### Problem requirements
Read the records beneath this task and copy every line that contains the string "routing".

### Exercise input
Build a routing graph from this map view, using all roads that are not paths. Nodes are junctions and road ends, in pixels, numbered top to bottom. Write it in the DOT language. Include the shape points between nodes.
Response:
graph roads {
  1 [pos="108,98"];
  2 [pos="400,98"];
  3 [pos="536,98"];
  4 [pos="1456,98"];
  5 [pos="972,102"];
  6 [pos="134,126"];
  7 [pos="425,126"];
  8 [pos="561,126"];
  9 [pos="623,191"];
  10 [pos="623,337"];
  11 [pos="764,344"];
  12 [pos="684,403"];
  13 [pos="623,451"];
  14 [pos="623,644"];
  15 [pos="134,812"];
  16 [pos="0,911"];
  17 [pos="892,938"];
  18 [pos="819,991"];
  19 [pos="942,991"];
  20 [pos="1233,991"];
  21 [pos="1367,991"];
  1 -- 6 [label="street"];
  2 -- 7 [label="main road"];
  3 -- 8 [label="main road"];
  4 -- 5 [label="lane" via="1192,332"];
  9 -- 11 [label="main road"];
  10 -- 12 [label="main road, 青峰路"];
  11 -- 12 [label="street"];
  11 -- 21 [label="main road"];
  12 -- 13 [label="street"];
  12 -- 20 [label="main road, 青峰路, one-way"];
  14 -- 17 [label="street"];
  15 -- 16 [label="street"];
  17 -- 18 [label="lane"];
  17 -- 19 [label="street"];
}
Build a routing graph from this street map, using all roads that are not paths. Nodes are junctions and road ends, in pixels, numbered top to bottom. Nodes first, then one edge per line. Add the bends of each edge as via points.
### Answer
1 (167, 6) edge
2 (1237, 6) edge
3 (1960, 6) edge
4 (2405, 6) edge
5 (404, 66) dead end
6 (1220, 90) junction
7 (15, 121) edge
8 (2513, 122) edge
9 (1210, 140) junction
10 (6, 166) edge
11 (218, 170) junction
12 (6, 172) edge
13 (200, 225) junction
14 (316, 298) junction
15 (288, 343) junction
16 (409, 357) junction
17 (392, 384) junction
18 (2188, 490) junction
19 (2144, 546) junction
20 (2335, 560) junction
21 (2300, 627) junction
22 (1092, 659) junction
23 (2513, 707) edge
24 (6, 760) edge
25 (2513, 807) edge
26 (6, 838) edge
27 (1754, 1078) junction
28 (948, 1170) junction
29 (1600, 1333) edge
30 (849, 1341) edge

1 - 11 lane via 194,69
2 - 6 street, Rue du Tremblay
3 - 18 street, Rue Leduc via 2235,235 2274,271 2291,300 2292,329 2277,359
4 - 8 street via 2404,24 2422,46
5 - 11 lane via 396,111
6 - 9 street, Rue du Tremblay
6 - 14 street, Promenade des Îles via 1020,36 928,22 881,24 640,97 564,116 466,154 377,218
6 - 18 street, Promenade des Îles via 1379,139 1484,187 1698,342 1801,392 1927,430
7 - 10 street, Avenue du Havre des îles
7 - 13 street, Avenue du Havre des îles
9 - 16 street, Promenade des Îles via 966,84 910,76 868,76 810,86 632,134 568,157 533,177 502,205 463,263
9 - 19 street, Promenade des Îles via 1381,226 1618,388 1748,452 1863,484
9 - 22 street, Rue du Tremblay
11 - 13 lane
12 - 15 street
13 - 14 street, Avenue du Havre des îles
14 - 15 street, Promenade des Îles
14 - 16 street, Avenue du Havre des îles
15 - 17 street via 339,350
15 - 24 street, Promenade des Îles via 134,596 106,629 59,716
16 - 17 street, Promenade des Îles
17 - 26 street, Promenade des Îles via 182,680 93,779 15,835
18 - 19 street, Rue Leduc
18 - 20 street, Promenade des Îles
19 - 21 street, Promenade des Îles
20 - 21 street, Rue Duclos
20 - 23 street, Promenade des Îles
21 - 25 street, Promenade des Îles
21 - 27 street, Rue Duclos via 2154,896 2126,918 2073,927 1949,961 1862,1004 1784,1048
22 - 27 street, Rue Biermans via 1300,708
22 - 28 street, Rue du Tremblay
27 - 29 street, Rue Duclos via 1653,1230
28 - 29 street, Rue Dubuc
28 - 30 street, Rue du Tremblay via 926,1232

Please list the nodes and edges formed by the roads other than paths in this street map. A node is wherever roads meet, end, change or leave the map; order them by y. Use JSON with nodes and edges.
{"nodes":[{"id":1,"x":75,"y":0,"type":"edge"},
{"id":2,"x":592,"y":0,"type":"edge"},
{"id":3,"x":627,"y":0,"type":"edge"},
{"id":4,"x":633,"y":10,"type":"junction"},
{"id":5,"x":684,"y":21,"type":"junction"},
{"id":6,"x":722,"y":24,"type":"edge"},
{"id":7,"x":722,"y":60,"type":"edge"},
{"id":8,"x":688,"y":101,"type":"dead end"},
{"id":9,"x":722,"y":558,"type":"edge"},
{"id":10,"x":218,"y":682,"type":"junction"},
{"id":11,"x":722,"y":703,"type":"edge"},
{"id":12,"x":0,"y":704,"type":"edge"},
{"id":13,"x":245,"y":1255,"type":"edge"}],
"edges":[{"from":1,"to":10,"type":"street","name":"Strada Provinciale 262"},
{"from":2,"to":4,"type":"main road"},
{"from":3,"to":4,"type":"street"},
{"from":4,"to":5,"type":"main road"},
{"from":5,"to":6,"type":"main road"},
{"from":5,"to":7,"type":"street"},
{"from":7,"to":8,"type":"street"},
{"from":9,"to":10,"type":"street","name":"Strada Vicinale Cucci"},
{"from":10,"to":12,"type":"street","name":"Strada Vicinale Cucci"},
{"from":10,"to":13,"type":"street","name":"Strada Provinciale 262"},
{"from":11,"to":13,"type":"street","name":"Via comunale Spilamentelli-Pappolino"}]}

### The completed task
Build a routing graph from this map view, using all roads that are not paths. Nodes are junctions and road ends, in pixels, numbered top to bottom. Write it in the DOT language. Include the shape points between nodes.
Build a routing graph from this street map, using all roads that are not paths. Nodes are junctions and road ends, in pixels, numbered top to bottom. Nodes first, then one edge per line. Add the bends of each edge as via points.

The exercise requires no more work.